Dataset entries:

☆ ☆ ☆

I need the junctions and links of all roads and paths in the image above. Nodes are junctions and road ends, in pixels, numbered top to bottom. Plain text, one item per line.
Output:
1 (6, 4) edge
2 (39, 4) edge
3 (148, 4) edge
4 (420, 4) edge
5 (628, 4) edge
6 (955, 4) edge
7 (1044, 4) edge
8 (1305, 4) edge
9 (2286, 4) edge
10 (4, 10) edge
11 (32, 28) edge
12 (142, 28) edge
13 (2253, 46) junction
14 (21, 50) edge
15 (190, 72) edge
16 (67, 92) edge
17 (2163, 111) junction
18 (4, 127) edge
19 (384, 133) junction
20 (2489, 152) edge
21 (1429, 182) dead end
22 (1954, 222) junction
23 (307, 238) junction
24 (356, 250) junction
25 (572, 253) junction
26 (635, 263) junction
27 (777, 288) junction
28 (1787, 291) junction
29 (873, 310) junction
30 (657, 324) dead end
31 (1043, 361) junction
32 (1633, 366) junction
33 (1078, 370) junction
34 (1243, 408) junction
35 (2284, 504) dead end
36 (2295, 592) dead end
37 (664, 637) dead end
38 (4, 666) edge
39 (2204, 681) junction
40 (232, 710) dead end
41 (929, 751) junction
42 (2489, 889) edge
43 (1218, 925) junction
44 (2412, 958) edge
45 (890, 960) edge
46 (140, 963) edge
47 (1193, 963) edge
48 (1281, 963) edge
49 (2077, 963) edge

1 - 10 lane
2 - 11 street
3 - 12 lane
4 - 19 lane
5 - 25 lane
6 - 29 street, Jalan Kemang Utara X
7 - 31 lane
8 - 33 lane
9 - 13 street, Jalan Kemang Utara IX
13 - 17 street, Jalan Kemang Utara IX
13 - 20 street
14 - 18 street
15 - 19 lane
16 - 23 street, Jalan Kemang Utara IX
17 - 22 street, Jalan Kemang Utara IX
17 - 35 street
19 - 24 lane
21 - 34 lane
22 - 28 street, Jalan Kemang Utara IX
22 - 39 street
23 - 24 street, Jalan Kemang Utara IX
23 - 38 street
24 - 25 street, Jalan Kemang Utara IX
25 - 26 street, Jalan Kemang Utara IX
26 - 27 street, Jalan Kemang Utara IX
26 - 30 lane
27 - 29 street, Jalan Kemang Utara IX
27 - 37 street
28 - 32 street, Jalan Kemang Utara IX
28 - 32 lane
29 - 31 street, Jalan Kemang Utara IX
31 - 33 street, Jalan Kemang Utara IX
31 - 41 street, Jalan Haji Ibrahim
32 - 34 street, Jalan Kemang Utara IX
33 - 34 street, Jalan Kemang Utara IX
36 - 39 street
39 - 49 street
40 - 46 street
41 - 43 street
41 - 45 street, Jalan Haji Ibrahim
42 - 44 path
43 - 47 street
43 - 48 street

☆ ☆ ☆

WORK INSTRUCTION: Retype the records that precede this task, keeping them exactly the same.

TASK SOLUTION:
I need the junctions and links of all roads and paths in the image above. Nodes are junctions and road ends, in pixels, numbered top to bottom. Plain text, one item per line.
Output:
1 (6, 4) edge
2 (39, 4) edge
3 (148, 4) edge
4 (420, 4) edge
5 (628, 4) edge
6 (955, 4) edge
7 (1044, 4) edge
8 (1305, 4) edge
9 (2286, 4) edge
10 (4, 10) edge
11 (32, 28) edge
12 (142, 28) edge
13 (2253, 46) junction
14 (21, 50) edge
15 (190, 72) edge
16 (67, 92) edge
17 (2163, 111) junction
18 (4, 127) edge
19 (384, 133) junction
20 (2489, 152) edge
21 (1429, 182) dead end
22 (1954, 222) junction
23 (307, 238) junction
24 (356, 250) junction
25 (572, 253) junction
26 (635, 263) junction
27 (777, 288) junction
28 (1787, 291) junction
29 (873, 310) junction
30 (657, 324) dead end
31 (1043, 361) junction
32 (1633, 366) junction
33 (1078, 370) junction
34 (1243, 408) junction
35 (2284, 504) dead end
36 (2295, 592) dead end
37 (664, 637) dead end
38 (4, 666) edge
39 (2204, 681) junction
40 (232, 710) dead end
41 (929, 751) junction
42 (2489, 889) edge
43 (1218, 925) junction
44 (2412, 958) edge
45 (890, 960) edge
46 (140, 963) edge
47 (1193, 963) edge
48 (1281, 963) edge
49 (2077, 963) edge

1 - 10 lane
2 - 11 street
3 - 12 lane
4 - 19 lane
5 - 25 lane
6 - 29 street, Jalan Kemang Utara X
7 - 31 lane
8 - 33 lane
9 - 13 street, Jalan Kemang Utara IX
13 - 17 street, Jalan Kemang Utara IX
13 - 20 street
14 - 18 street
15 - 19 lane
16 - 23 street, Jalan Kemang Utara IX
17 - 22 street, Jalan Kemang Utara IX
17 - 35 street
19 - 24 lane
21 - 34 lane
22 - 28 street, Jalan Kemang Utara IX
22 - 39 street
23 - 24 street, Jalan Kemang Utara IX
23 - 38 street
24 - 25 street, Jalan Kemang Utara IX
25 - 26 street, Jalan Kemang Utara IX
26 - 27 street, Jalan Kemang Utara IX
26 - 30 lane
27 - 29 street, Jalan Kemang Utara IX
27 - 37 street
28 - 32 street, Jalan Kemang Utara IX
28 - 32 lane
29 - 31 street, Jalan Kemang Utara IX
31 - 33 street, Jalan Kemang Utara IX
31 - 41 street, Jalan Haji Ibrahim
32 - 34 street, Jalan Kemang Utara IX
33 - 34 street, Jalan Kemang Utara IX
36 - 39 street
39 - 49 street
40 - 46 street
41 - 43 street
41 - 45 street, Jalan Haji Ibrahim
42 - 44 path
43 - 47 street
43 - 48 street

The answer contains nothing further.